What lines of the listing below contain the word "Ahvenistontie"? Copy each of them out.

++++

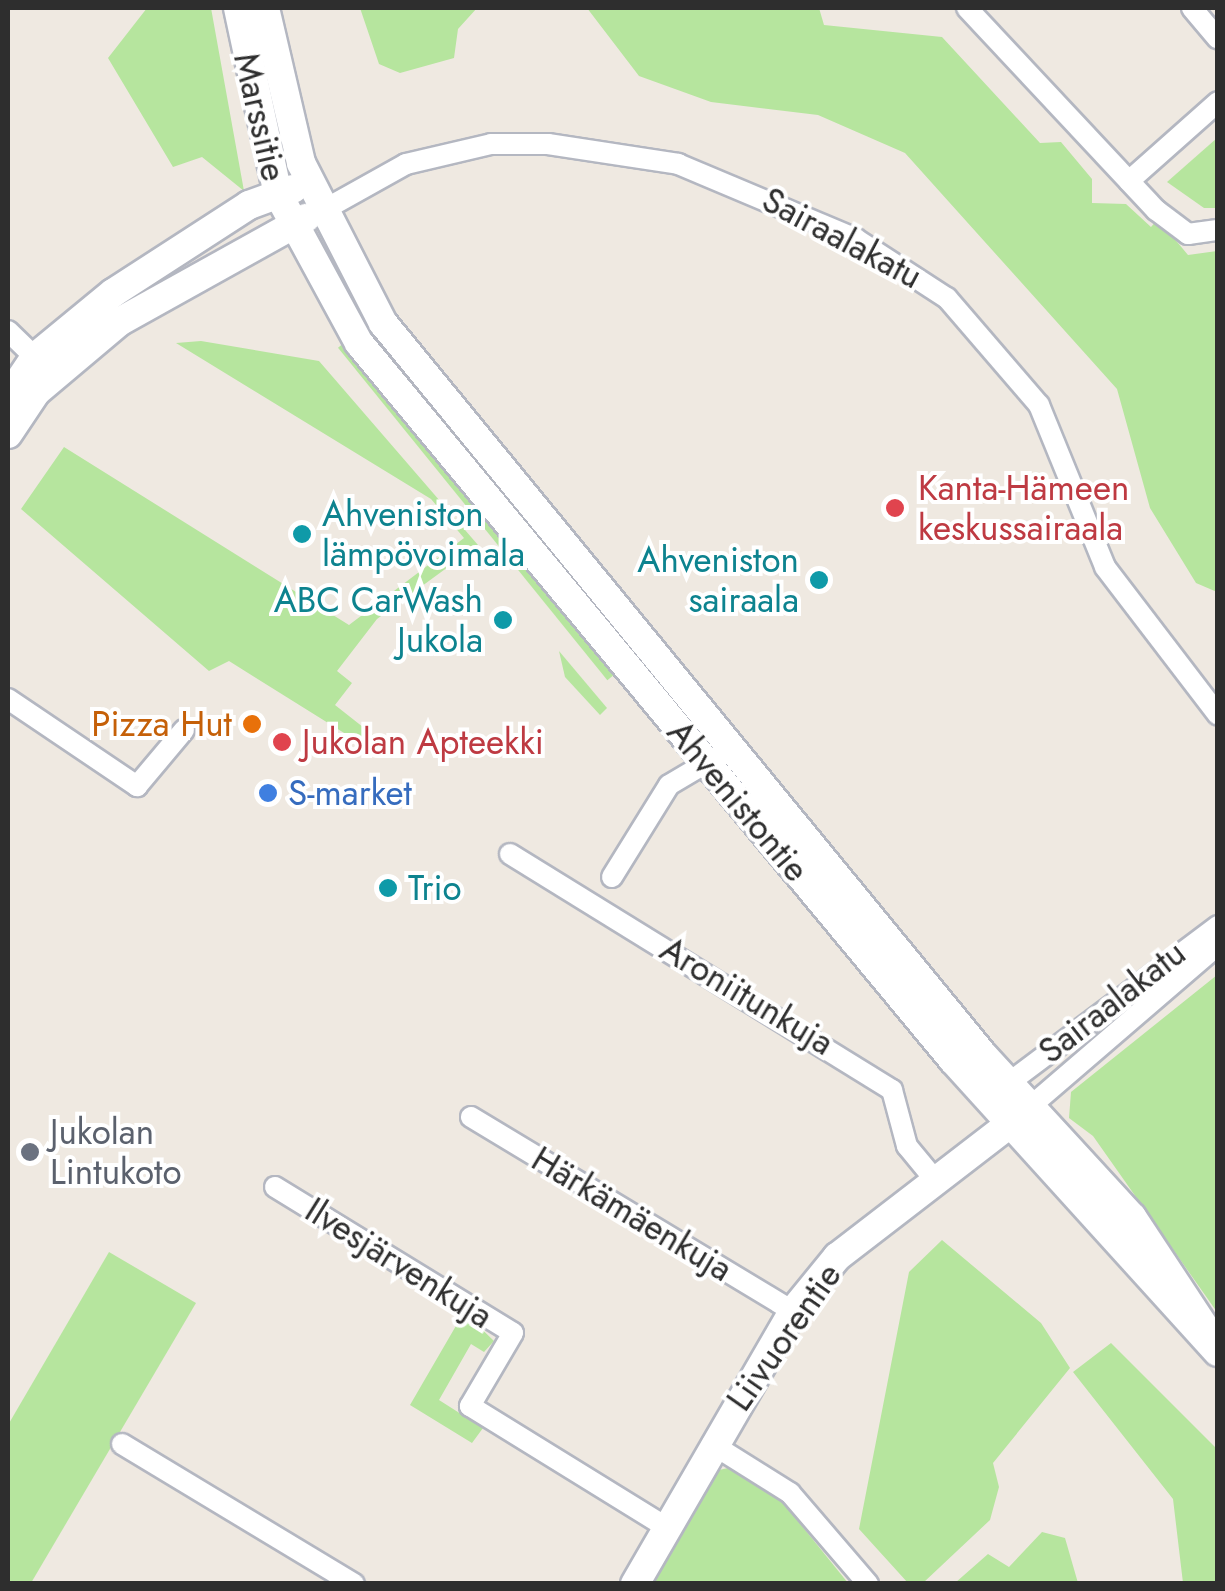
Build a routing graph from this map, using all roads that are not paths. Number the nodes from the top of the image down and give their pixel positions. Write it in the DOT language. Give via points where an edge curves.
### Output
graph roads {
  1 [pos="238,8"];
  2 [pos="265,8"];
  3 [pos="966,8"];
  4 [pos="1192,8"];
  5 [pos="1218,38"];
  6 [pos="1218,102"];
  7 [pos="1129,180"];
  8 [pos="362,182"];
  9 [pos="309,185"];
  10 [pos="278,194"];
  11 [pos="320,212"];
  12 [pos="290,225"];
  13 [pos="1218,230"];
  14 [pos="8,331"];
  15 [pos="26,376"];
  16 [pos="8,434"];
  17 [pos="8,699"];
  18 [pos="1218,716"];
  19 [pos="184,730"];
  20 [pos="732,746"];
  21 [pos="708,764"];
  22 [pos="510,854"];
  23 [pos="612,877"];
  24 [pos="1218,926"];
  25 [pos="1218,945"];
  26 [pos="1000,1091"];
  27 [pos="1022,1114"];
  28 [pos="471,1117"];
  29 [pos="986,1136"];
  30 [pos="935,1180"];
  31 [pos="275,1186"];
  32 [pos="793,1311"];
  33 [pos="1218,1350"];
  34 [pos="122,1444"];
  35 [pos="712,1444"];
  36 [pos="663,1525"];
  37 [pos="354,1584"];
  38 [pos="634,1584"];
  39 [pos="868,1584"];
  1 -- 10 [label="main road, Marssitie"];
  2 -- 9 [label="main road, Marssitie"];
  3 -- 7 [label="street"];
  4 -- 5 [label="street"];
  6 -- 7 [label="street"];
  7 -- 13 [label="street" via="1188,234"];
  8 -- 9 [label="street"];
  8 -- 11 [label="street"];
  8 -- 18 [label="street, Sairaalakatu" via="491,144 622,151 750,189 904,267 947,298 1038,405 1105,567"];
  9 -- 10 [label="main road"];
  9 -- 11 [label="main road, Marssitie"];
  10 -- 12 [label="main road, Marssitie"];
  10 -- 15 [label="main road" via="113,293"];
  11 -- 12 [label="main road"];
  11 -- 20 [label="main road, Ahvenistontie" via="383,324"];
  12 -- 15 [label="main road"];
  12 -- 21 [label="main road, Ahvenistontie" via="358,343"];
  14 -- 15 [label="street"];
  15 -- 16 [label="main road"];
  17 -- 19 [label="street" via="137,786"];
  20 -- 21 [label="street"];
  20 -- 26 [label="main road, Ahvenistontie"];
  21 -- 23 [label="street" via="669,785"];
  21 -- 26 [label="main road, Ahvenistontie"];
  22 -- 30 [label="street, Aroniitunkuja" via="892,1090 907,1146"];
  24 -- 26 [label="street, Sairaalakatu"];
  25 -- 27 [label="street, Sairaalakatu"];
  26 -- 27 [label="main road, Ahvenistontie"];
  26 -- 29 [label="main road"];
  27 -- 29 [label="main road, Liivuorentie"];
  27 -- 33 [label="main road, Ahvenistontie" via="1132,1218"];
  28 -- 32 [label="street, Härkämäenkuja"];
  29 -- 30 [label="main road, Liivuorentie"];
  30 -- 32 [label="main road, Liivuorentie" via="837,1257"];
  31 -- 36 [label="street, Ilvesjärvenkuja" via="513,1334 470,1406"];
  32 -- 35 [label="main road, Liivuorentie"];
  34 -- 37 [label="street"];
  35 -- 36 [label="main road, Liivuorentie"];
  35 -- 39 [label="street" via="790,1493"];
  36 -- 38 [label="main road, Liivuorentie"];
}
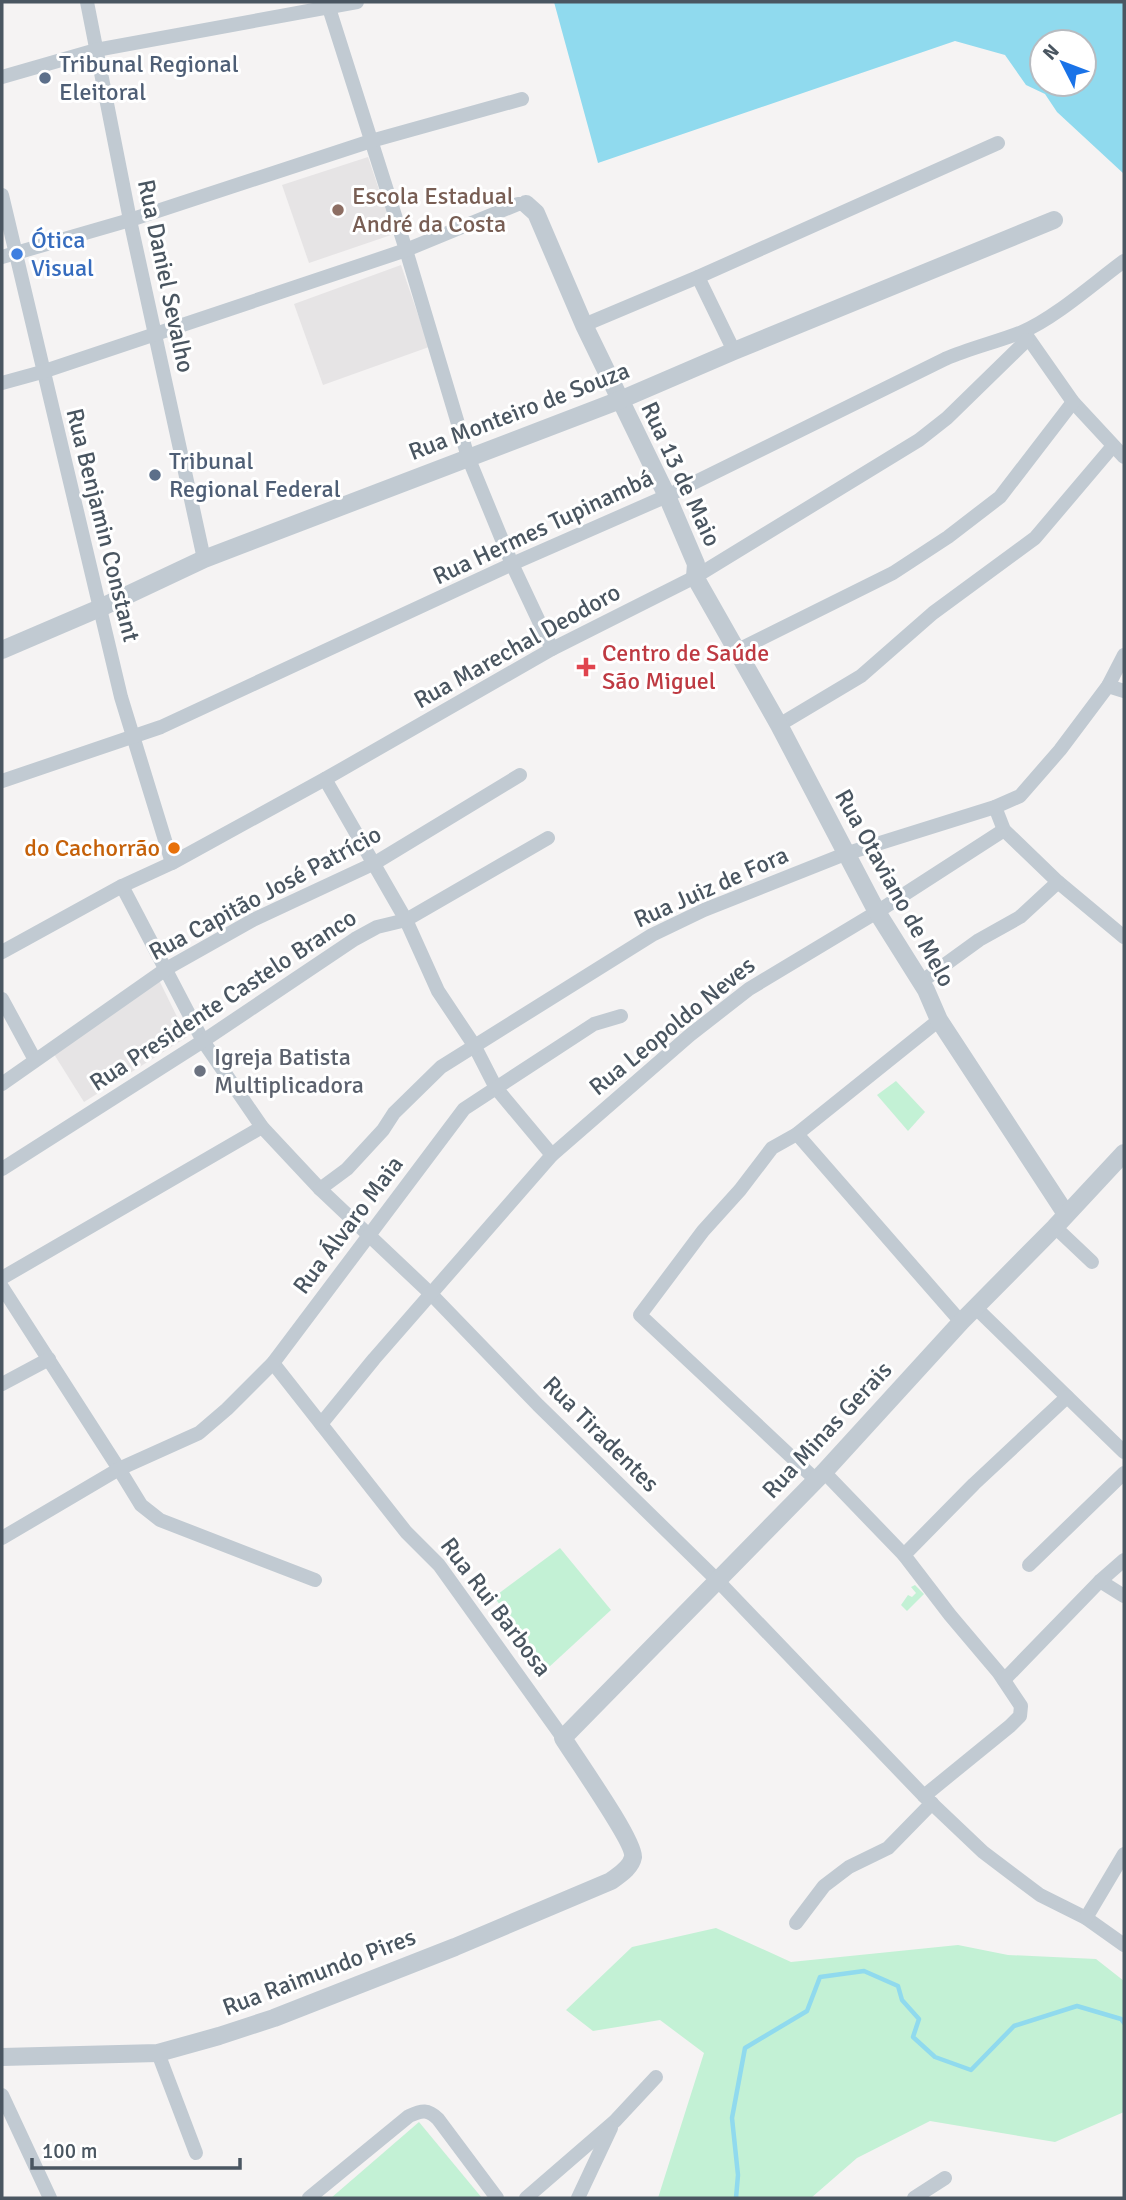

++++

* **Expected answer**:
  11 -- 20 [label="main road, Ahvenistontie" via="383,324"];
  12 -- 21 [label="main road, Ahvenistontie" via="358,343"];
  20 -- 26 [label="main road, Ahvenistontie"];
  21 -- 26 [label="main road, Ahvenistontie"];
  26 -- 27 [label="main road, Ahvenistontie"];
  27 -- 33 [label="main road, Ahvenistontie" via="1132,1218"];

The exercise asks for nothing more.